**Data provided**
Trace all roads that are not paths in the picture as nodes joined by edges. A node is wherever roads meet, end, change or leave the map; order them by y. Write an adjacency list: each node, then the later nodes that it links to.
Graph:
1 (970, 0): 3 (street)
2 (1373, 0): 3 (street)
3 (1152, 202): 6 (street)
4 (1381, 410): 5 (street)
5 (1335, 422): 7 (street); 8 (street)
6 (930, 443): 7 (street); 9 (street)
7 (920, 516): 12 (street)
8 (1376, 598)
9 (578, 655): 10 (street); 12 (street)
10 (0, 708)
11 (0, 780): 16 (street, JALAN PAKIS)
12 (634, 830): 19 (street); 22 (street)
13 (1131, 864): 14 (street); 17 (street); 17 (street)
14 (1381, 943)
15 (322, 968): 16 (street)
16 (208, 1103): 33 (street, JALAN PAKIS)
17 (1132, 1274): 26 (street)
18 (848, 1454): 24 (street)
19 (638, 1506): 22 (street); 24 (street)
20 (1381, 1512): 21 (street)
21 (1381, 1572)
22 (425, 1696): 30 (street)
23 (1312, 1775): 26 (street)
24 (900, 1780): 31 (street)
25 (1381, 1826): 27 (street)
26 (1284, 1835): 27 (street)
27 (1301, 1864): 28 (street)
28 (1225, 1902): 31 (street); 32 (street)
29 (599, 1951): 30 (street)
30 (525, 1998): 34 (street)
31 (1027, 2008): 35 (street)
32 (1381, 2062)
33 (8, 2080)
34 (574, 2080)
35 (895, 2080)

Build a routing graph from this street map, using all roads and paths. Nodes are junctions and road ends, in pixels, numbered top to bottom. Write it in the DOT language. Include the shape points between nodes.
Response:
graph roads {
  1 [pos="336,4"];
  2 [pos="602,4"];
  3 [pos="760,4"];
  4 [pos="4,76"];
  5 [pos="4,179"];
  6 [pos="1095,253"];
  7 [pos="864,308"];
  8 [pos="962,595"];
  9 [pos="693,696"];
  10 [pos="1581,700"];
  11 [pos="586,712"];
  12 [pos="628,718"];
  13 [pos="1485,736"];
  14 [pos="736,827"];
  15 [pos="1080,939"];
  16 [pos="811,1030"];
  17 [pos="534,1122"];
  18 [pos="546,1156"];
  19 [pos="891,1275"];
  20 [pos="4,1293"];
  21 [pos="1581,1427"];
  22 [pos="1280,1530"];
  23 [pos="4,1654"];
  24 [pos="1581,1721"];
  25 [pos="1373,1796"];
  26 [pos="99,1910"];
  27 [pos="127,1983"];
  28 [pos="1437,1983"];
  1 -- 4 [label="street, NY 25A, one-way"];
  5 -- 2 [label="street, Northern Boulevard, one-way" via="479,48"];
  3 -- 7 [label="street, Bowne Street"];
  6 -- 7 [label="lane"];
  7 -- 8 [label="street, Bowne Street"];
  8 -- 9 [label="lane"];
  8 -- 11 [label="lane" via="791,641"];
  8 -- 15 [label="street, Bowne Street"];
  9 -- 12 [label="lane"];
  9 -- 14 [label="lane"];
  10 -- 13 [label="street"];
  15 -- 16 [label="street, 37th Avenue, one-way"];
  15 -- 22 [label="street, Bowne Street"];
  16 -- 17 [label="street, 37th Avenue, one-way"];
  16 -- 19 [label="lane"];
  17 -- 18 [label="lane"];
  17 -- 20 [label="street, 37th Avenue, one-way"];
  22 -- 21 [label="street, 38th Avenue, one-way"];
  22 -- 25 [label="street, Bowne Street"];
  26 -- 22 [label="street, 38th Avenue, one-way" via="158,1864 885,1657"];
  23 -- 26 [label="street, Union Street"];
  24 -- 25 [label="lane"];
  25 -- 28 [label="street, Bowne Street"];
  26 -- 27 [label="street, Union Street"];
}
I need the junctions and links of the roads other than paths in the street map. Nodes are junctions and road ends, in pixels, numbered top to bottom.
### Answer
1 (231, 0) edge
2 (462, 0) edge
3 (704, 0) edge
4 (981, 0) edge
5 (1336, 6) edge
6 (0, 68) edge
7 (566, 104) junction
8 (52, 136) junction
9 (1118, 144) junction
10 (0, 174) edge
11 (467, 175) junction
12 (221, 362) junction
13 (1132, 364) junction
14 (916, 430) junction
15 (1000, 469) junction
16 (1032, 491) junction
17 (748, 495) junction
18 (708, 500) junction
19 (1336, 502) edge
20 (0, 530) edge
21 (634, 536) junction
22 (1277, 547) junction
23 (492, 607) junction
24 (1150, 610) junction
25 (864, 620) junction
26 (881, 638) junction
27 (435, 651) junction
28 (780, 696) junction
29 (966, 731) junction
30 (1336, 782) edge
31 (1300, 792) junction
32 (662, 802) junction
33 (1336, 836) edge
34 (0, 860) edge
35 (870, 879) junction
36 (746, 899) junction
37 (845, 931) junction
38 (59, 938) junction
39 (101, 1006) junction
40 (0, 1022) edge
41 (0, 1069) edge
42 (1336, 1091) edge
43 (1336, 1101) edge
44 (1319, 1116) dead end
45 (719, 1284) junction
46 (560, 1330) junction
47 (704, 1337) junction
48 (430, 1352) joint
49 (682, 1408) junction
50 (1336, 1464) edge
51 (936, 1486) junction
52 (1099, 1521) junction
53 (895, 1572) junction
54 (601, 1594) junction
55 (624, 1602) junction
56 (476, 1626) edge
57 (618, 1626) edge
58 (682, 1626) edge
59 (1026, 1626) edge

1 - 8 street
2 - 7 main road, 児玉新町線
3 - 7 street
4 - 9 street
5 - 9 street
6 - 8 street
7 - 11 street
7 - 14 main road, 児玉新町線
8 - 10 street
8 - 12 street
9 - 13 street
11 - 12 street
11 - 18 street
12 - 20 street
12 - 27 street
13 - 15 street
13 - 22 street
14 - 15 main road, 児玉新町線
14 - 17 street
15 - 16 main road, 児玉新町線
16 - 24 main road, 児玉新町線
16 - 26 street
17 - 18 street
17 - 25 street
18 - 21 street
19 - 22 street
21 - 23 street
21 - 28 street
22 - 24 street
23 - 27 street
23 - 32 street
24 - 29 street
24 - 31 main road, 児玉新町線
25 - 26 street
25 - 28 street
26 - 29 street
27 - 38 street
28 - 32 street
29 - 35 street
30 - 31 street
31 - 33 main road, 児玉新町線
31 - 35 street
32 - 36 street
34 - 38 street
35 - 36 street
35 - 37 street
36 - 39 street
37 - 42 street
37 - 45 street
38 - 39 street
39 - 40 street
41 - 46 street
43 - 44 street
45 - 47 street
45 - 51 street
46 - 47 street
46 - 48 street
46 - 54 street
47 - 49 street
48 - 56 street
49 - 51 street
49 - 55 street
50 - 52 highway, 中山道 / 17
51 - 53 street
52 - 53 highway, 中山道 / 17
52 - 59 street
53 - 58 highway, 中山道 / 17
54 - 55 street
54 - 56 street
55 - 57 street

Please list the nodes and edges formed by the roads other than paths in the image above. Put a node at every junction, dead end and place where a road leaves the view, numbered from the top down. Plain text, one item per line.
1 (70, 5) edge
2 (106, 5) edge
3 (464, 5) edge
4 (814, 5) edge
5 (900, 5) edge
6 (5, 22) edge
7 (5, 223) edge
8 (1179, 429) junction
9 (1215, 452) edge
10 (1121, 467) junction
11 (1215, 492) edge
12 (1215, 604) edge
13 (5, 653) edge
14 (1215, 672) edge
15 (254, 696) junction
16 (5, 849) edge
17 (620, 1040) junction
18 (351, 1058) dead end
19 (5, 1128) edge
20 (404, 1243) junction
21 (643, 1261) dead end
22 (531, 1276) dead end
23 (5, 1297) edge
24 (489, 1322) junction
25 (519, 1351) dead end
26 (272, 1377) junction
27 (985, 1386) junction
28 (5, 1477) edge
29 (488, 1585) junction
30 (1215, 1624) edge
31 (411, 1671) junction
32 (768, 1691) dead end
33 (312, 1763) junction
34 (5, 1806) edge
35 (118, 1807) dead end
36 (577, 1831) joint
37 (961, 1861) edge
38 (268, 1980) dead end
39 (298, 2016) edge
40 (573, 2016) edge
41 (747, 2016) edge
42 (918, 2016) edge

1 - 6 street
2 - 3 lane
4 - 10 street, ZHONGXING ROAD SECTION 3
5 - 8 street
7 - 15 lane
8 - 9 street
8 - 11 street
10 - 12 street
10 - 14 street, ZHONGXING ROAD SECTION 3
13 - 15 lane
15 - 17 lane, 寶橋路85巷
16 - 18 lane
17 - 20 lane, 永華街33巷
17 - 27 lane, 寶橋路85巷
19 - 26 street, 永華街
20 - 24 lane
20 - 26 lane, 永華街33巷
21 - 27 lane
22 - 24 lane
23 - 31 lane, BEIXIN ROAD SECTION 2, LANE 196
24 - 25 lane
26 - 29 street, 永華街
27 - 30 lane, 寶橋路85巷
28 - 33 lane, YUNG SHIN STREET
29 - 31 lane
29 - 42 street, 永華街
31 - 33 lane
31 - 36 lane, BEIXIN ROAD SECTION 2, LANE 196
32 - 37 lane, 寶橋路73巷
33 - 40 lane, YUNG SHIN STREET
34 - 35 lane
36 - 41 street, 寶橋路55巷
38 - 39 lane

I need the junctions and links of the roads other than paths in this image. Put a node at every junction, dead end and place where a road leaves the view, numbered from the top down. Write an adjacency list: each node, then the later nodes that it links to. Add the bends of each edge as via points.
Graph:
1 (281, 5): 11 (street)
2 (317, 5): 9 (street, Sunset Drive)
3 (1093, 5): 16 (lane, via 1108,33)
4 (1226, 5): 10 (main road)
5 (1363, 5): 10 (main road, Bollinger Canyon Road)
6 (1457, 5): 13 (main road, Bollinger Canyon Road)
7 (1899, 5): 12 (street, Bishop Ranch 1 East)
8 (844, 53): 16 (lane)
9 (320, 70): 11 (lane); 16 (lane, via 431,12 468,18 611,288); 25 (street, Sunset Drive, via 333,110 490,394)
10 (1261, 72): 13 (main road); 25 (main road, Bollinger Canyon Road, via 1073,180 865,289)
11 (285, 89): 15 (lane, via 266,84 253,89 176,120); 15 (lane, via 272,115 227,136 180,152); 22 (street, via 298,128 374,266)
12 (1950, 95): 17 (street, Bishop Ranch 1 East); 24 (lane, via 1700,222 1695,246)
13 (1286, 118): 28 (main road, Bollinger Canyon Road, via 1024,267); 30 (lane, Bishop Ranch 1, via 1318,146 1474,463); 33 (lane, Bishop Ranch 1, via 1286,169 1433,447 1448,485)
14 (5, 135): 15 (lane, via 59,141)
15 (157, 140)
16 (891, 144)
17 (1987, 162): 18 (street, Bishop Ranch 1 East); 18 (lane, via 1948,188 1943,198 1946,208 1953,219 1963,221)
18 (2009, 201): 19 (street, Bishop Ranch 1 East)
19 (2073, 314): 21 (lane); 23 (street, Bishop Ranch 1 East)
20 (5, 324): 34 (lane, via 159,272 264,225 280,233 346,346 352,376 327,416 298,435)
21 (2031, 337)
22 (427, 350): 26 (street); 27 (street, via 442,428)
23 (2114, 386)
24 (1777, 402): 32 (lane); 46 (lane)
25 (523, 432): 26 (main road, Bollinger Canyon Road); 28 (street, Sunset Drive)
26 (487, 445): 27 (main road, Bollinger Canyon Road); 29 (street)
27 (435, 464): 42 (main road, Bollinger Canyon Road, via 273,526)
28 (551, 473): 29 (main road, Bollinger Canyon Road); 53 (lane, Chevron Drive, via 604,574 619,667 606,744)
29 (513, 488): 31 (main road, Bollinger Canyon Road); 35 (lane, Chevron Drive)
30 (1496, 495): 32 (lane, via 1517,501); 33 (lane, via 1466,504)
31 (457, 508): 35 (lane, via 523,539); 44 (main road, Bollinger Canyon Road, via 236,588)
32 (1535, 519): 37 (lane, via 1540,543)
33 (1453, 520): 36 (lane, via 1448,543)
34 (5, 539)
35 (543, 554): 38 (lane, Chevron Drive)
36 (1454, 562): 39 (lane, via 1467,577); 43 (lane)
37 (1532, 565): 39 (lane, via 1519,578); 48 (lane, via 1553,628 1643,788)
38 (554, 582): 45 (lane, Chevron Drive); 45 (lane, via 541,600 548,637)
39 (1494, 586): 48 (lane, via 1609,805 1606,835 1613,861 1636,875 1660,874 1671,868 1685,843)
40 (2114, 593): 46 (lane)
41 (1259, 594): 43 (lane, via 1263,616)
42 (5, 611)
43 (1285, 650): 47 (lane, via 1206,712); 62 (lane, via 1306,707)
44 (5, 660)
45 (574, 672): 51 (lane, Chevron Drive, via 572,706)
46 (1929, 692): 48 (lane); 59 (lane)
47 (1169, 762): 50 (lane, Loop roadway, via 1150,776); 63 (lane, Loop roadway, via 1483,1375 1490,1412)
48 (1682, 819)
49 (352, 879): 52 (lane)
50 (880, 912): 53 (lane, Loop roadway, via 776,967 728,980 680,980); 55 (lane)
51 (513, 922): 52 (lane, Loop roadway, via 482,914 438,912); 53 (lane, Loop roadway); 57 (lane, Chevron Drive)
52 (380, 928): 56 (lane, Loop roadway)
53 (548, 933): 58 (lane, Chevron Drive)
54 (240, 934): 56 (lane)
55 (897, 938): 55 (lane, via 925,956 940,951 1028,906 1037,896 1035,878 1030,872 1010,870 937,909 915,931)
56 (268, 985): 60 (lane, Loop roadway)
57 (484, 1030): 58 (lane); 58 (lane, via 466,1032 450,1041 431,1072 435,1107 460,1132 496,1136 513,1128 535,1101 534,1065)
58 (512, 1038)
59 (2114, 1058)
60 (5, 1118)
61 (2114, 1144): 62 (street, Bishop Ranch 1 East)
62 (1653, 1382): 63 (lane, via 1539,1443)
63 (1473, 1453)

**What the exercise asks**
All lines carrying the word "SECTION" must be copied from the data above.

**Response area**
4 - 10 street, ZHONGXING ROAD SECTION 3
10 - 14 street, ZHONGXING ROAD SECTION 3
23 - 31 lane, BEIXIN ROAD SECTION 2, LANE 196
31 - 36 lane, BEIXIN ROAD SECTION 2, LANE 196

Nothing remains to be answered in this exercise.